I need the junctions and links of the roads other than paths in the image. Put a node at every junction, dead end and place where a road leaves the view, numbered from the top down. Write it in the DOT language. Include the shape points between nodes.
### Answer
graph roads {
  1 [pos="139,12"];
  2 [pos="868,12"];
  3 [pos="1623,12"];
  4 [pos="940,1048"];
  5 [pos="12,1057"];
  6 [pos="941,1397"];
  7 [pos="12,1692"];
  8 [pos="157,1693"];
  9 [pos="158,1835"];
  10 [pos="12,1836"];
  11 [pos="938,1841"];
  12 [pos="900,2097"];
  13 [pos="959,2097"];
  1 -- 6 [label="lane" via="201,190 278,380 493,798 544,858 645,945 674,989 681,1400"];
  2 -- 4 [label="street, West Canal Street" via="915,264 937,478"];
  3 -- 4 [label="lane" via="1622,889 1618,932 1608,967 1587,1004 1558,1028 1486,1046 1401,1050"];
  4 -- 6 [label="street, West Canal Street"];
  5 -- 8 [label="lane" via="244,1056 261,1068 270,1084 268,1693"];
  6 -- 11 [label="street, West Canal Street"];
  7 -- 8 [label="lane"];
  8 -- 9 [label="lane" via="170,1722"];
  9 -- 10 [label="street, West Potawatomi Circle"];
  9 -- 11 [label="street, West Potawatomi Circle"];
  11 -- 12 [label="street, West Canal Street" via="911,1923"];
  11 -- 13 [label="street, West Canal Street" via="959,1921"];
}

◆ ◆ ◆ ◆ ◆

■ TASK
Reproduce the entries exactly as they appear.

■ ANSWER BOX
I need the junctions and links of the roads other than paths in the image. Put a node at every junction, dead end and place where a road leaves the view, numbered from the top down. Write it in the DOT language. Include the shape points between nodes.
### Answer
graph roads {
  1 [pos="139,12"];
  2 [pos="868,12"];
  3 [pos="1623,12"];
  4 [pos="940,1048"];
  5 [pos="12,1057"];
  6 [pos="941,1397"];
  7 [pos="12,1692"];
  8 [pos="157,1693"];
  9 [pos="158,1835"];
  10 [pos="12,1836"];
  11 [pos="938,1841"];
  12 [pos="900,2097"];
  13 [pos="959,2097"];
  1 -- 6 [label="lane" via="201,190 278,380 493,798 544,858 645,945 674,989 681,1400"];
  2 -- 4 [label="street, West Canal Street" via="915,264 937,478"];
  3 -- 4 [label="lane" via="1622,889 1618,932 1608,967 1587,1004 1558,1028 1486,1046 1401,1050"];
  4 -- 6 [label="street, West Canal Street"];
  5 -- 8 [label="lane" via="244,1056 261,1068 270,1084 268,1693"];
  6 -- 11 [label="street, West Canal Street"];
  7 -- 8 [label="lane"];
  8 -- 9 [label="lane" via="170,1722"];
  9 -- 10 [label="street, West Potawatomi Circle"];
  9 -- 11 [label="street, West Potawatomi Circle"];
  11 -- 12 [label="street, West Canal Street" via="911,1923"];
  11 -- 13 [label="street, West Canal Street" via="959,1921"];
}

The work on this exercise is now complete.